(SAVANNAH, GA) Healthy Savannah and the YMCA of Coastal Georgia are inviting community members interested in health equity to consider becoming Community Health Advocates (CHAs). An online information and training session is scheduled for 6:30 p.m. on Thursday, April 13.
“If you are a neighborhood representative, a church or health ministry leader, community service provider, or someone who enjoys interacting, sharing information, and listening, we hope you will consider this opportunity to elevate the health equity of our community,” said Nichele Hoskins, communication manager.” The main purpose of this outreach is to build awareness among people living in Chatham County’s priority communities to help prevent, minimize, identify, and understand more about the spread of viruses. It’s especially important for people with chronic diseases like diabetes, asthma, and high blood pressure. Their risk of getting very sick or dying due to COVID or influenza is high.”

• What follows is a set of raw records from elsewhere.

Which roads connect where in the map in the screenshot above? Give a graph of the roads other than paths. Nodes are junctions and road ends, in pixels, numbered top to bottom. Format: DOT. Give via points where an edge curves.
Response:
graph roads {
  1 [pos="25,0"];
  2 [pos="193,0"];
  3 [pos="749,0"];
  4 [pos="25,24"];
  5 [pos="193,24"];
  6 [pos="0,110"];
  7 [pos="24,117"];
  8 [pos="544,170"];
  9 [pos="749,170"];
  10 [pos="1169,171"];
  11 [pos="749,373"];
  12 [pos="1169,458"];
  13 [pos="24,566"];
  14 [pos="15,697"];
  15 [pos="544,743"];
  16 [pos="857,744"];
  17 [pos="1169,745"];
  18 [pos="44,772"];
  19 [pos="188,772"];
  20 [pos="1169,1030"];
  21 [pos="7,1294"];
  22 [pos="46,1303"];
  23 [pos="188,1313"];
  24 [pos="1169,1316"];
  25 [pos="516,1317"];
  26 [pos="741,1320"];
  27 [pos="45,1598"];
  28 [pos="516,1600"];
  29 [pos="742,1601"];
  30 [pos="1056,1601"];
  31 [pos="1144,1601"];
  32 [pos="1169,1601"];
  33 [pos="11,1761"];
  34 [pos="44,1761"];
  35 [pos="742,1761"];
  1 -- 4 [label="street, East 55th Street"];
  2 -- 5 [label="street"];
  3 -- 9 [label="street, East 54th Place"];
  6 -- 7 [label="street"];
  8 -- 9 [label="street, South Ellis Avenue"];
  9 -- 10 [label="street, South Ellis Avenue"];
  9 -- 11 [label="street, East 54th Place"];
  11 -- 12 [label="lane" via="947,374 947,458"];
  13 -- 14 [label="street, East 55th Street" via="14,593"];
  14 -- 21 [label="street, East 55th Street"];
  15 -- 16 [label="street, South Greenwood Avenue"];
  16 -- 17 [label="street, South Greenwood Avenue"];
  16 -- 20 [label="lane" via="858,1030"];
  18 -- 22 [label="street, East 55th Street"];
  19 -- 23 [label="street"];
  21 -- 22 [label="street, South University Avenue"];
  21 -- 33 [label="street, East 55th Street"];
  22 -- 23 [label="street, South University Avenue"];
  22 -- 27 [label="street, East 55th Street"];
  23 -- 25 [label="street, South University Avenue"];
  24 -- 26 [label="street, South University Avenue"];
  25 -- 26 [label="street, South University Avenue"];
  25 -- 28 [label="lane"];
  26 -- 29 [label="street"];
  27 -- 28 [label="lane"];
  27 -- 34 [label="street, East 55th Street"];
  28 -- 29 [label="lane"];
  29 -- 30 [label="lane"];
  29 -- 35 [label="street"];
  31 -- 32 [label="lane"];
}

In addition to a $500 stipend participants will receive for performing community outreach activities after the training, they can look forward to sharpening leadership and networking skills, and learning about advocacy.
The upcoming training session is the fifth to be being offered as part of a greater effort funded by a supplemental grant from the Centers for Disease Control and Prevention to broaden initiatives of the current Racial and Ethnic Approaches to Community Health (REACH) grant, administered by Healthy Savannah and the YMCA of Coastal Georgia. To date, this initiative has focused on COVID-19 and Flu vaccine access, awareness, and acceptance, particularly in Savannah’s Black and Hispanic communities; but is broadening efforts to encompass health conditions that make people more vulnerable.
The CHA program has equipped more than 50 Chatham County residents to meet with those in their own communities to hear perspectives and experiences with vaccines and related concerns. This interaction is helping provide a more thorough understanding of current perceptions and offer feedback that could help shape public health interaction with people in priority communities.
“As we shift from a focus primarily on COVID and flu prevention, we’re opening up the conversation to talk with people we serve about other health challenges,” said Dr. Elsie Smalls, operations manager. “We are listening to what they have to say so we can help them respond and communicate within their communities with more agency, better access, preparation, and greater understanding about their own health.”
Since the program launched last summer, each CHA training class has followed an in-person listening session to hear about the experiences, perceptions and concerns related to access, awareness, and acceptance of the COVID vaccine.
Feedback from the most recent listening session held in January included the importance of telling one’s story. This inspired a workshop held in February, led by Savannah native and author Wanda Lloyd Healthy Savannah chairperson and local storyteller Lillian Grant-Baptiste. Entitled, “Listen. Speak. Advocate: Share Your Story for Health Equity,” the event emphasized the importance of sharing one’s health story, and of listening to the stories of others.
“If you can relate to the health inequities that Black and Hispanic Savannahians experience, you are invited to learn more and sign up for this training session,” said Smalls. “You don’t need to be a medical or health expert. If you have an interest in making your community or church a healthier place, you will be able to put this training to good use.”
To apply for the April 13 Community Health Advocate training program, or to learn more, please email Dr. Elsie Smalls at firstname.lastname@example.org or call 843-323-9997.
ABOUT THE YMCA OF COASTAL GEORGIA/HEALTHY SAVANNAH GRANT FOR RACIAL AND ETHNIC APPROACHES TO COMMUNITY HEALTH: In September 2018, Healthy Savannah and the YMCA of Coastal Georgia were awarded a five-year, $3.4 million grant called Racial and Ethnic Approaches to Community Health. Awarded by the Centers for Disease Control and Prevention, the funding is being deployed in an “upstream” approach by the Savannah/Chatham County project team to foster sustainable health equity among Black residents in low-wealth neighborhoods. The aim of the local project, called Healthy Opportunities Powering Equity, or HOPE, is to increase the availability of high-quality nutrition; promote physical activity through creating greater access to safe places to walk, run, bike and play; and foster stronger connections between people and the healthcare providers who serve them. Working with more than 200 community partners and organizations, the team is committed to elevating the health and wellness of the community through policy, systems, and environmental change. In July 2022, Healthy Savannah received the CDC’s 2022 REACH Lark Galloway-Gilliam Award for Advancing Health Equity Challenge. The award recognizes extraordinary individuals and entities whose work has contributed to advancing health equity.